Justyna, 34-letnia graficzka z Warszawy, żyje w związku z dwoma partnerami. „Z Michałem jestem od 10 lat. Kiedy pojawił się Kuba, nie chciałam rezygnować z żadnego z nich. Rozmawialiśmy szczerze, ustaliliśmy zasady i… działa. Mam dwóch facetów, którzy wiedzą o sobie wszystko i przez cały czas mnie kochają. Co tydzień jemy wspólnie kolację – tak, we trójkę.”
Nie każda relacja wygląda jak z serialu Netflixa. Czasem to klasyczny trójkąt, innym razem – sieć relacji, w której każdy ma też swoje inne związki. najważniejsze są: komunikacja, szczerość i… zero zazdrości (albo przynajmniej umiejętność jej oswajania).
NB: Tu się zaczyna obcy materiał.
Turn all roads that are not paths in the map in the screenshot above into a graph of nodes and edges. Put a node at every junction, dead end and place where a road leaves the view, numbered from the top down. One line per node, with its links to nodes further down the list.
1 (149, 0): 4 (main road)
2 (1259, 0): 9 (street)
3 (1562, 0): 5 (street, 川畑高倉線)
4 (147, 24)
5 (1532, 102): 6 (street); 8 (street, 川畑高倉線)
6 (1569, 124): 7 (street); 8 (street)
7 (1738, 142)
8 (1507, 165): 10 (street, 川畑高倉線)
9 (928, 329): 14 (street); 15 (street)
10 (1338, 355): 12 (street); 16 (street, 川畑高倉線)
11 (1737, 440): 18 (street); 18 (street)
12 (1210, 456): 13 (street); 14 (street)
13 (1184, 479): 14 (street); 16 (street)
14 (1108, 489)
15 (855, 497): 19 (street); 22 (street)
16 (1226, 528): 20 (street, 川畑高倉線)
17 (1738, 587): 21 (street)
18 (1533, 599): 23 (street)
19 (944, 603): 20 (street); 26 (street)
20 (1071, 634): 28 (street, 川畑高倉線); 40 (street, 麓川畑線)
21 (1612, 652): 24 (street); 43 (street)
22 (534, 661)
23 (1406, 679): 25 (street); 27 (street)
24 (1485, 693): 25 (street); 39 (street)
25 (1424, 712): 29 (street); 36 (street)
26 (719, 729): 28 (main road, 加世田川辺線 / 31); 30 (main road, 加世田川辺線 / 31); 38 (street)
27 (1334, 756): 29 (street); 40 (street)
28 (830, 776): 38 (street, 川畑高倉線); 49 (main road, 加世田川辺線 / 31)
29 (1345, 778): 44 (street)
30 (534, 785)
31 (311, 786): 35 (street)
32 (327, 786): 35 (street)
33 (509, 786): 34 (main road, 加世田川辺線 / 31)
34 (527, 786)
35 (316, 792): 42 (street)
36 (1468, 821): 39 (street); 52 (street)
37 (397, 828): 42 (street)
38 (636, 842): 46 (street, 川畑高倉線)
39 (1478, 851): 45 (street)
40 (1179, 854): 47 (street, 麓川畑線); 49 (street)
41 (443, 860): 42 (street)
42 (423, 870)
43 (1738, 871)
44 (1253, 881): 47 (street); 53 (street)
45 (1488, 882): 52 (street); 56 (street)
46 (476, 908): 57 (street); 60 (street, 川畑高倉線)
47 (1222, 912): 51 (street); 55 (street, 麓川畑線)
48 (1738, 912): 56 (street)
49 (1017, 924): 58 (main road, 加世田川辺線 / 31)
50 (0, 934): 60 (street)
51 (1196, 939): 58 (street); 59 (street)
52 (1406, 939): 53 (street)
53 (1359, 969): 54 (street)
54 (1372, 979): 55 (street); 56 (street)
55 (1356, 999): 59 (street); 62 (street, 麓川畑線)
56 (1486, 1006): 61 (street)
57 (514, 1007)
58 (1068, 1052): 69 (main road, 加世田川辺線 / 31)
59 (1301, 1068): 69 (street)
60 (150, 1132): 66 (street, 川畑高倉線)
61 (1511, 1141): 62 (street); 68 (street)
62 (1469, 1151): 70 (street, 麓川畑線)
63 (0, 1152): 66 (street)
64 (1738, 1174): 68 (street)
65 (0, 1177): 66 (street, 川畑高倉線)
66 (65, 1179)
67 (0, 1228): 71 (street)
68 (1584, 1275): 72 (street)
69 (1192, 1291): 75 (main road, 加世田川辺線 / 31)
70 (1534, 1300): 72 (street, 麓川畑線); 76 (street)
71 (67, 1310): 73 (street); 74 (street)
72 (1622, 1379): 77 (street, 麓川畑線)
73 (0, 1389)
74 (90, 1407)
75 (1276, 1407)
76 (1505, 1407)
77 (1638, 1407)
A co z dziećmi, rodziną, przyszłością?
Poliamoria nie znaczy chaos. To nie impreza bez końca. To dojrzałe wybory, ustalenia, często bardzo uporządkowane życie. „Mam córkę z mężem, ale jestem też w relacji z kobietą. Nasza córka wie, iż ludzie mogą kochać różne osoby. Dla niej to naturalne” – mówi Ania, 39-letnia terapeutka.
Obalamy mity o poliamorii
Mit 1: Poliamoria to tylko wymówka, żeby zdradzać.
Fakt: Poliamoryczne związki opierają się na zgodzie i otwartej komunikacji. Zdrada zaczyna się tam, gdzie kończy się szczerość.
Mit 2: Taki związek nie może być trwały.
Fakt: Wiele poliamorycznych relacji trwa dłużej niż niejedna monogamia – bo ludzie w nich stale rozmawiają, negocjują i uczą się siebie.
Mit 3: To rozwiązłość i brak zasad.
Fakt: Poliamoria to nie „wolna amerykanka”. Dobrze funkcjonujące relacje mają swoje zasady, granice i strukturę.
Czy poliamoria jest dla wszystkich?
Nie. Tak samo jak nie każdy lubi sushi, bieganie czy koty. Ale jeżeli kiedykolwiek czułaś, iż twoje serce ma więcej przestrzeni, iż jedna osoba nie zaspokaja wszystkich twoich emocjonalnych (albo romantycznych) potrzeb – może warto się przyjrzeć temu bliżej?
Poliamoria to nie modny trend. To sposób życia, który dla wielu osób okazuje się bardziej autentyczny niż monogamia. Nie chodzi o „więcej seksu” (choć i to się zdarza), ale o więcej bliskości, wolności i… miłości.
A Ty?
Czy kiedykolwiek czułaś, iż możesz kochać więcej niż jedną osobę? Czy monogamia to dla Ciebie wybór, czy raczej społeczna norma? Daj znać w komentarzu – jestem interesująca Twojej historii!